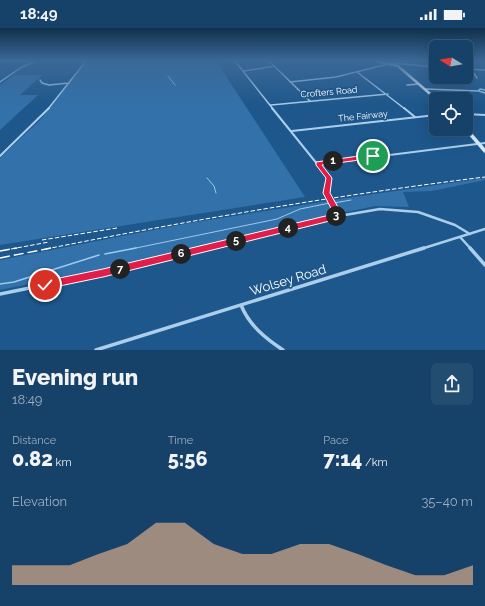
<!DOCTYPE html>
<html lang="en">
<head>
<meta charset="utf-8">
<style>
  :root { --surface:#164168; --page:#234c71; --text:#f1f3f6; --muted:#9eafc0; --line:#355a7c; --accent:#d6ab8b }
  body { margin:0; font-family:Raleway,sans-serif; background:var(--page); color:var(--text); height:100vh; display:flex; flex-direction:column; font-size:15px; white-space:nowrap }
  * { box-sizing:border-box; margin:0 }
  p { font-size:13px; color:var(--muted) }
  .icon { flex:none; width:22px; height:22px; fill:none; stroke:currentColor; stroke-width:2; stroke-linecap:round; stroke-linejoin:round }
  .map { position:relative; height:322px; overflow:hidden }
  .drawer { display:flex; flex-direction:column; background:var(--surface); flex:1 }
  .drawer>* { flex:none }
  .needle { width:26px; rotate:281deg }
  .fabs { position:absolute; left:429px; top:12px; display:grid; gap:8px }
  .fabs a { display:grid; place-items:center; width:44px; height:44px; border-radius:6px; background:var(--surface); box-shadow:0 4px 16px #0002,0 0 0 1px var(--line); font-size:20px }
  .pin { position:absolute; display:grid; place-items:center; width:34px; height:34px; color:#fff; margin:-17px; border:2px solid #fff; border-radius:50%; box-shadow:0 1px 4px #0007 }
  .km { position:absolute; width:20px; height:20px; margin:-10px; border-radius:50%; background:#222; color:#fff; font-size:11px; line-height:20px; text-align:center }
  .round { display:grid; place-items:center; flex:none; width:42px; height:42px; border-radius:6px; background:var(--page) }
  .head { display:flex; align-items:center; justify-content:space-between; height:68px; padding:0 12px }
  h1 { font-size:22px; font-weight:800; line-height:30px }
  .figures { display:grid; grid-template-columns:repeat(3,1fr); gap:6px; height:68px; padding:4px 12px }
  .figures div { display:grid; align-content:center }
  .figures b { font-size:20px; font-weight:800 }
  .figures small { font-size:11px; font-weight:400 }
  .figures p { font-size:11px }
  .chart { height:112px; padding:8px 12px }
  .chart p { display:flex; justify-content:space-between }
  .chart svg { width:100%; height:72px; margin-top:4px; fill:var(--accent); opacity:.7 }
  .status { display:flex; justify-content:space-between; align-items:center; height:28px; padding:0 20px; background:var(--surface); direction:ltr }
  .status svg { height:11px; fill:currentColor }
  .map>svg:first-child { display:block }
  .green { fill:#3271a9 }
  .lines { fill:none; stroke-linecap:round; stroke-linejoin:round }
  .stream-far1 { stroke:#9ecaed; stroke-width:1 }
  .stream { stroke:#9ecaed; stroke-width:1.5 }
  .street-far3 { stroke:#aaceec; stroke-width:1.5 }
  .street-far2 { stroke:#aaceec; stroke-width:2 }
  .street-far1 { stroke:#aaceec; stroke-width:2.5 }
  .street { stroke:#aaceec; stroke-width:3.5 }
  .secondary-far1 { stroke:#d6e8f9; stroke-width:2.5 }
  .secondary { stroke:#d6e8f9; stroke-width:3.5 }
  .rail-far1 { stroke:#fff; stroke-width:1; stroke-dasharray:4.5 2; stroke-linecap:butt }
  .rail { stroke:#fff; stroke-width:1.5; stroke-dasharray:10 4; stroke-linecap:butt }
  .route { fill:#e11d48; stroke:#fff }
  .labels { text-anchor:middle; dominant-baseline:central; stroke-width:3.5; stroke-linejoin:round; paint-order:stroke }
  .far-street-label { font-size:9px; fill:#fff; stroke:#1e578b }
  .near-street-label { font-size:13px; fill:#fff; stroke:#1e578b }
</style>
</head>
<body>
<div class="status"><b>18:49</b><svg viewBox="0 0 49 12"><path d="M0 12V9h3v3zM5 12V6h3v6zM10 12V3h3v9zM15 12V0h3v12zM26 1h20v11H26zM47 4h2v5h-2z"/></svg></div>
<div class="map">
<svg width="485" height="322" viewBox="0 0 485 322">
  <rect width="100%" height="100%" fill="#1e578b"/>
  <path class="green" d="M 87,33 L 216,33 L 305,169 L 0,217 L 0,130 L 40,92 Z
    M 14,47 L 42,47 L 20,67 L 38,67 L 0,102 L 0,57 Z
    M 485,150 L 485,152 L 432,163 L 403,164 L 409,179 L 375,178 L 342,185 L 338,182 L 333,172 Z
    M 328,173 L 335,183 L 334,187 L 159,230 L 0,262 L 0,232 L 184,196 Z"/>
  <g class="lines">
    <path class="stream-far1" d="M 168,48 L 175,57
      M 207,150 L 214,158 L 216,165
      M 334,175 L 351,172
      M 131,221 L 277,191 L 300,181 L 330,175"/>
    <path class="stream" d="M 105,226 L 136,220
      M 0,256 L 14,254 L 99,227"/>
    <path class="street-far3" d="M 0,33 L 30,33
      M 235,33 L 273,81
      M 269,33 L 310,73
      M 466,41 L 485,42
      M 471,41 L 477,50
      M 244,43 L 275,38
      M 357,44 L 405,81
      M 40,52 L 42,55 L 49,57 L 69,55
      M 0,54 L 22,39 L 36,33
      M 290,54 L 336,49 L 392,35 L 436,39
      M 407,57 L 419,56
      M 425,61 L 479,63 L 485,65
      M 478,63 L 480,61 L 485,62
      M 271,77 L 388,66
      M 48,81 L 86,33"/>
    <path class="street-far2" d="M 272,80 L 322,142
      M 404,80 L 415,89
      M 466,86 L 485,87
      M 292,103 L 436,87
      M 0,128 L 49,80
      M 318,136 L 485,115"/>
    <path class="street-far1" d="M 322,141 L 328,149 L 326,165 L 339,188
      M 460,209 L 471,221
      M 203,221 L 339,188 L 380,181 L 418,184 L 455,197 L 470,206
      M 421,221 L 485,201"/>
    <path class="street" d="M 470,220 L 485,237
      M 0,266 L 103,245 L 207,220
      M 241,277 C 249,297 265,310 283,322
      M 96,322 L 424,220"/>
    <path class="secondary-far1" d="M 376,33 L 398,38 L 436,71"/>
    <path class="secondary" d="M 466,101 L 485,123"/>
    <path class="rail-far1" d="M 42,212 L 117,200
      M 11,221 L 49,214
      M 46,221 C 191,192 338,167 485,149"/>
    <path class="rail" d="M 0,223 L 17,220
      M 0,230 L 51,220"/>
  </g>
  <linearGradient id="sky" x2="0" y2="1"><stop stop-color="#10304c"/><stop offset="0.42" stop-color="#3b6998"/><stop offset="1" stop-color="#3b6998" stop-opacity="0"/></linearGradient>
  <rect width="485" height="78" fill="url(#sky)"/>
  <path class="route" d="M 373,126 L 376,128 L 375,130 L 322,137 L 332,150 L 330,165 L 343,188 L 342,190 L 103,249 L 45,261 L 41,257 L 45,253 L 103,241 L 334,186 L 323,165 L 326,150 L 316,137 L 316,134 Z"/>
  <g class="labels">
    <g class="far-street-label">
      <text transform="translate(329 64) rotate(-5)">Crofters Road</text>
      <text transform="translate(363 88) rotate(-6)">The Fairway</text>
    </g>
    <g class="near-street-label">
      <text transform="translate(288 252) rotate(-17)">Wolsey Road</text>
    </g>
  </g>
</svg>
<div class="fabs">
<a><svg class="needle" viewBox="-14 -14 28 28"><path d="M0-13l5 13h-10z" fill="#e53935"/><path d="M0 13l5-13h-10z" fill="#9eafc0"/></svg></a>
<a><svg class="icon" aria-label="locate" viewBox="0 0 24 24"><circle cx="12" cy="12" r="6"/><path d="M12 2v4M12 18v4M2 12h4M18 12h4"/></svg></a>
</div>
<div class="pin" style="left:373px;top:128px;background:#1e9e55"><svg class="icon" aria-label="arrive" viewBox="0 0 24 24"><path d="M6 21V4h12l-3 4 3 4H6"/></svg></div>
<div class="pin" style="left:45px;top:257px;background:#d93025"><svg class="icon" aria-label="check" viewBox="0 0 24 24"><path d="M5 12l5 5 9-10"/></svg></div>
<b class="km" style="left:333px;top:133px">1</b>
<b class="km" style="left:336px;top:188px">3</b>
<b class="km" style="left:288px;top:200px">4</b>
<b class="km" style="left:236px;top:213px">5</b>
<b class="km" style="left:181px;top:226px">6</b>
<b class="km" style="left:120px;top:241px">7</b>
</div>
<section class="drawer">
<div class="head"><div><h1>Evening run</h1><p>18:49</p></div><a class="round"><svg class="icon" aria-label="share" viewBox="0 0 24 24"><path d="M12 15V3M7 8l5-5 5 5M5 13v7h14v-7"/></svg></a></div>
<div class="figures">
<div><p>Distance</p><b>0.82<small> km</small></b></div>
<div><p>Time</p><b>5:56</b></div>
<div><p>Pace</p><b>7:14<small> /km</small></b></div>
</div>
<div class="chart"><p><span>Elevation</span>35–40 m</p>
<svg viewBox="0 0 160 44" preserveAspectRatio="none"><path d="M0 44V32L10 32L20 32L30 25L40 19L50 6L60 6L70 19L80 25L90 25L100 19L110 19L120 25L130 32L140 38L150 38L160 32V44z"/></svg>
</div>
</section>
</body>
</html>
---+---
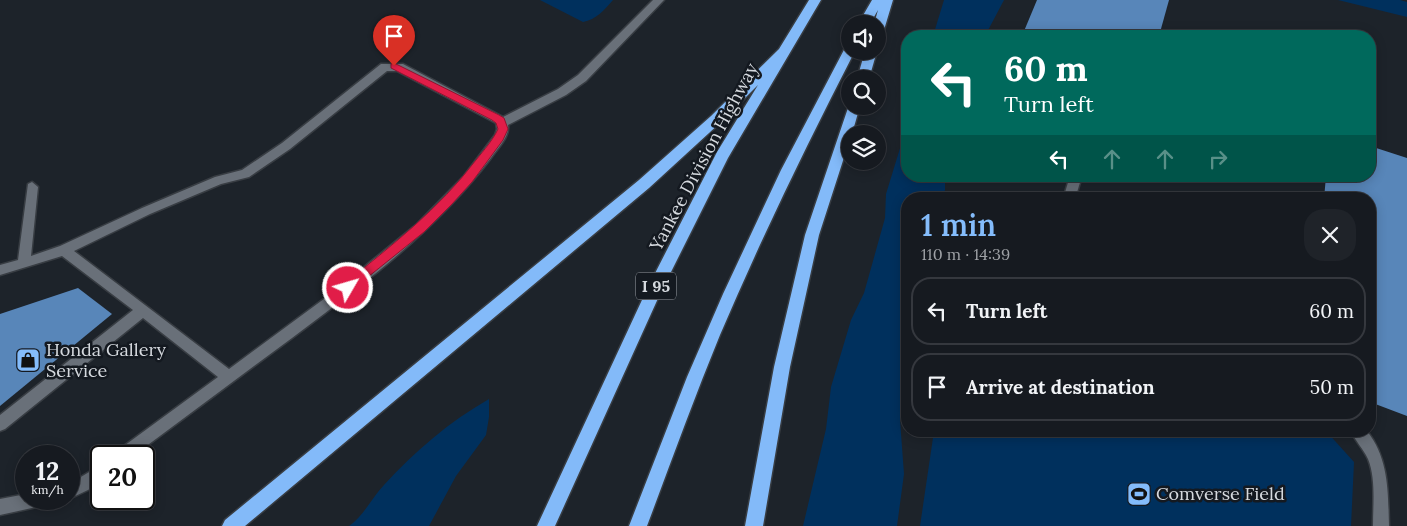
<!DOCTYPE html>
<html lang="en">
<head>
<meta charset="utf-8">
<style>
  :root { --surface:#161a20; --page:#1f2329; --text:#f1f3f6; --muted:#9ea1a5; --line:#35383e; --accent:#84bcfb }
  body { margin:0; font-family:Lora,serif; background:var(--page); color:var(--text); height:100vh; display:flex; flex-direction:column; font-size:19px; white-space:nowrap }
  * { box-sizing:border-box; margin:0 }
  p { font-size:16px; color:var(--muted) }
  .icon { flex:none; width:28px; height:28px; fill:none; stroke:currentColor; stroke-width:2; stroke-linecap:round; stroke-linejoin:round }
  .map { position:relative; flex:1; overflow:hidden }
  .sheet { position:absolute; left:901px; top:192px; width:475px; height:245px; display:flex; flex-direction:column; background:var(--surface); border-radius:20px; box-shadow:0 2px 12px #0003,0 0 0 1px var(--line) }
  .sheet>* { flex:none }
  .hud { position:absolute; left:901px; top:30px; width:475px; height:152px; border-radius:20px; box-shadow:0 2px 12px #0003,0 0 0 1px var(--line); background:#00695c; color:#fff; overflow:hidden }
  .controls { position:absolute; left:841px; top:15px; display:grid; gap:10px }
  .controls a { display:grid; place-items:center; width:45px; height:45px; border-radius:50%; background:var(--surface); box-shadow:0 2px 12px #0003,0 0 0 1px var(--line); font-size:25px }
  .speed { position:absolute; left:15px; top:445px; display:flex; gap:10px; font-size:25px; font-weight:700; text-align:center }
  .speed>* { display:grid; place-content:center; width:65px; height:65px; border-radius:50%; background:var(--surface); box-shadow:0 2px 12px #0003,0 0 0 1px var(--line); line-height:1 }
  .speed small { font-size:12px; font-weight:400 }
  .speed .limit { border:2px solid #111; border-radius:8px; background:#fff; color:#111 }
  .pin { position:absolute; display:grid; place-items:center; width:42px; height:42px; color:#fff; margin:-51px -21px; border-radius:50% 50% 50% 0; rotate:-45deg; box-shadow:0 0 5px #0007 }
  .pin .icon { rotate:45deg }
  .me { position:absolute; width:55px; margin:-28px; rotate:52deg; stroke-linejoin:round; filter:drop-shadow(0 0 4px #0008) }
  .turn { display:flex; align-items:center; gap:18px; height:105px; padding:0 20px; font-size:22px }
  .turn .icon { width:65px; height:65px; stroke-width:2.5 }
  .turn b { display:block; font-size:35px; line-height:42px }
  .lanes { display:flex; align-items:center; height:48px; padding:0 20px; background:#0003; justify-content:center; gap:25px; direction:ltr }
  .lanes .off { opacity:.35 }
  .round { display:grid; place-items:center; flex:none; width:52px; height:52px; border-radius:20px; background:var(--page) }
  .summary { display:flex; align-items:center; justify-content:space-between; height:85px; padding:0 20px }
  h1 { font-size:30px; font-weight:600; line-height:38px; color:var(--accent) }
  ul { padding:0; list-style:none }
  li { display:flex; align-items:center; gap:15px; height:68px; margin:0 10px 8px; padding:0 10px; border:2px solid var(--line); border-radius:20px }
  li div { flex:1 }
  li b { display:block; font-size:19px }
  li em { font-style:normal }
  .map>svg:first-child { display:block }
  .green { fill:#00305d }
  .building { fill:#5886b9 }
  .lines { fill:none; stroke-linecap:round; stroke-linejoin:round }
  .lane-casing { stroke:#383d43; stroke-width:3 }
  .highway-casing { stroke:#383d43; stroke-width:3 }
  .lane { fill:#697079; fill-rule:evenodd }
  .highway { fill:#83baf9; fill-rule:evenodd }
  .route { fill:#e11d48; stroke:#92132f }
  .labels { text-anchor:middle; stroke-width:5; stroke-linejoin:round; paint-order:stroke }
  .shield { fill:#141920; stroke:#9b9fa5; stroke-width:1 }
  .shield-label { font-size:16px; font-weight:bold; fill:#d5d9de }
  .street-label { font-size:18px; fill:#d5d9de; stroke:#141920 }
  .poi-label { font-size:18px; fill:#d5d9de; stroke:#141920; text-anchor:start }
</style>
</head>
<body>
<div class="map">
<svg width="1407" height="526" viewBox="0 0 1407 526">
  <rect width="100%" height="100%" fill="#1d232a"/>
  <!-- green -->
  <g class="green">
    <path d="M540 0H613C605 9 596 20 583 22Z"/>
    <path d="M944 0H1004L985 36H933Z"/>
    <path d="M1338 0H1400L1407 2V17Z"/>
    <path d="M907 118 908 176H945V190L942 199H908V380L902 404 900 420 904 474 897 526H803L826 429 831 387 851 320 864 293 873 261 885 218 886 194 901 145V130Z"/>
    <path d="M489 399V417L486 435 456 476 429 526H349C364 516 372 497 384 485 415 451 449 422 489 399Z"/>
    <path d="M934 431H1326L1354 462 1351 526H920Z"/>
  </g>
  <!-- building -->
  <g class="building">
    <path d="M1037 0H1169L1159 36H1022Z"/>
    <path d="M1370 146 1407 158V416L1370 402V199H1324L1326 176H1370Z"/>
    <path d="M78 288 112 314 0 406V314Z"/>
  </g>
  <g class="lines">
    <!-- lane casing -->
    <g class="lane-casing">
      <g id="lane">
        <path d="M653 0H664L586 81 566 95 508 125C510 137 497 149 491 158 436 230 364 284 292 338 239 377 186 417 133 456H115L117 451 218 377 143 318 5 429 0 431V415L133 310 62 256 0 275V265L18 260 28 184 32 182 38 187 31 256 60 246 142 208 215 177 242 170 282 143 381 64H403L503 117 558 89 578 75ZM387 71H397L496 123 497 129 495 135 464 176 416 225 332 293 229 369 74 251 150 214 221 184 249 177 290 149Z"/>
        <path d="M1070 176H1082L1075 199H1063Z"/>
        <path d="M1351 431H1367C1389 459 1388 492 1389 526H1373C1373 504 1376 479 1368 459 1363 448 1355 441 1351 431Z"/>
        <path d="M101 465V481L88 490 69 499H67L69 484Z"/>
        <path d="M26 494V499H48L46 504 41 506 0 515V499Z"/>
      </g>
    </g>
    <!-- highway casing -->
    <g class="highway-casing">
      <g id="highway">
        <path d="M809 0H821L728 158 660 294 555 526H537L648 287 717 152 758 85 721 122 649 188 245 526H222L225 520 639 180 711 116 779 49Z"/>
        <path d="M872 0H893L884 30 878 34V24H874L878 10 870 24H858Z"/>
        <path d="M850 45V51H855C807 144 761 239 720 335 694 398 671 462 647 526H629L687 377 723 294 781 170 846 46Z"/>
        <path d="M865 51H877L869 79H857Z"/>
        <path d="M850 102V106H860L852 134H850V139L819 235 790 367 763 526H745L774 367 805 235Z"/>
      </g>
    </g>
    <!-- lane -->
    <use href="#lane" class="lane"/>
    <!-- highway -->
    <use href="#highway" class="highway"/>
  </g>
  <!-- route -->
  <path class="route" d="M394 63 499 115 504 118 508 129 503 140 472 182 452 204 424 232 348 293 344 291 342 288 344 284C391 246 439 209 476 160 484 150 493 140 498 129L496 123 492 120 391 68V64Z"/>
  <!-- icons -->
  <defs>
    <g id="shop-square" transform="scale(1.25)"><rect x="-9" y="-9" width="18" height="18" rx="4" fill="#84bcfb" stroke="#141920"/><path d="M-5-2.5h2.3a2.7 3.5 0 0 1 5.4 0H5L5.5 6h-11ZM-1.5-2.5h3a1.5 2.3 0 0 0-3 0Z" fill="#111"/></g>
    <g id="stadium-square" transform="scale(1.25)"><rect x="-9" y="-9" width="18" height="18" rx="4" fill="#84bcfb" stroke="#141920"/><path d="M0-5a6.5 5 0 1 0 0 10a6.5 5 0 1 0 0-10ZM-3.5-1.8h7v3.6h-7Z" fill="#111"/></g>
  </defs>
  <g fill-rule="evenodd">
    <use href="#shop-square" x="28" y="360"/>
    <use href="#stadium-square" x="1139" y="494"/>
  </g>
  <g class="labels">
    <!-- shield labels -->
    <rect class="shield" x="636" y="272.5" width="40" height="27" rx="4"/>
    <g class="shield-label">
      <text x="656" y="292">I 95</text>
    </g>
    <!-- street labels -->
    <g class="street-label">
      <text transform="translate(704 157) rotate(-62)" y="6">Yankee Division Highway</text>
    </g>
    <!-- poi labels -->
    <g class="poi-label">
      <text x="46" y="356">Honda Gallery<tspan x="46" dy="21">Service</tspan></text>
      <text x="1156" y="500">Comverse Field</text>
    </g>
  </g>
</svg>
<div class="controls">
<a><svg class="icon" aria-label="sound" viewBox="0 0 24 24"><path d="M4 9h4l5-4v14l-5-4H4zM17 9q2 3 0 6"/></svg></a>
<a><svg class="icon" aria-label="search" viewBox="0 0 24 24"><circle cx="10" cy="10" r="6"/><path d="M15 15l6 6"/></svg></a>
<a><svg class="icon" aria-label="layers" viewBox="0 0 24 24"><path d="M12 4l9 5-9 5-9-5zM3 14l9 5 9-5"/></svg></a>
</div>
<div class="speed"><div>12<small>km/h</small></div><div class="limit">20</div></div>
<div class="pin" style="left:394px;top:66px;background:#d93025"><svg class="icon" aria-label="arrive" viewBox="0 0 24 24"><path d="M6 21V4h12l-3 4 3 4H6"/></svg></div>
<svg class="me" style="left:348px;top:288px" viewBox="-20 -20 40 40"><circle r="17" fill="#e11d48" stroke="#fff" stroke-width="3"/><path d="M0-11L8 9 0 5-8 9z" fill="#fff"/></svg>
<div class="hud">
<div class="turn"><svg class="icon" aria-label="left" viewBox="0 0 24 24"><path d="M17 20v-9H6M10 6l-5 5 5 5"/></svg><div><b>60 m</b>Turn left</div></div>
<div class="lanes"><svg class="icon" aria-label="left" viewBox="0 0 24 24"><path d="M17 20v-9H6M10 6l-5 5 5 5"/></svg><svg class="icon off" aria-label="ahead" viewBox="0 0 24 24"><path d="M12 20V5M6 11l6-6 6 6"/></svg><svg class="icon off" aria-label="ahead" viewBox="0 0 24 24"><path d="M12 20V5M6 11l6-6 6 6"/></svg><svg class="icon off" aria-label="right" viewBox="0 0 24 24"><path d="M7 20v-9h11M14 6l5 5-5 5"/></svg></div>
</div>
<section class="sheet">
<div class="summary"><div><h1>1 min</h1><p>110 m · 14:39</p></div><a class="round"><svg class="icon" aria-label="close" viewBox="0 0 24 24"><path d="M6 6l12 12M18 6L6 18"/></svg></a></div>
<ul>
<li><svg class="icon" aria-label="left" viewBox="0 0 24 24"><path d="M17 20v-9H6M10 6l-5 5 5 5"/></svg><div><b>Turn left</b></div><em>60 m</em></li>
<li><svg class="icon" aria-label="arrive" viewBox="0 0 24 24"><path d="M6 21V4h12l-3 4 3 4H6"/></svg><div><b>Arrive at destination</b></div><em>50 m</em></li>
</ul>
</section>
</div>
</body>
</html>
---+---
**EXERCISE INSTRUCTIONS**
In the entries above, how many lines contain the word "white"? Answer with the number only.

**RESPONSE**
2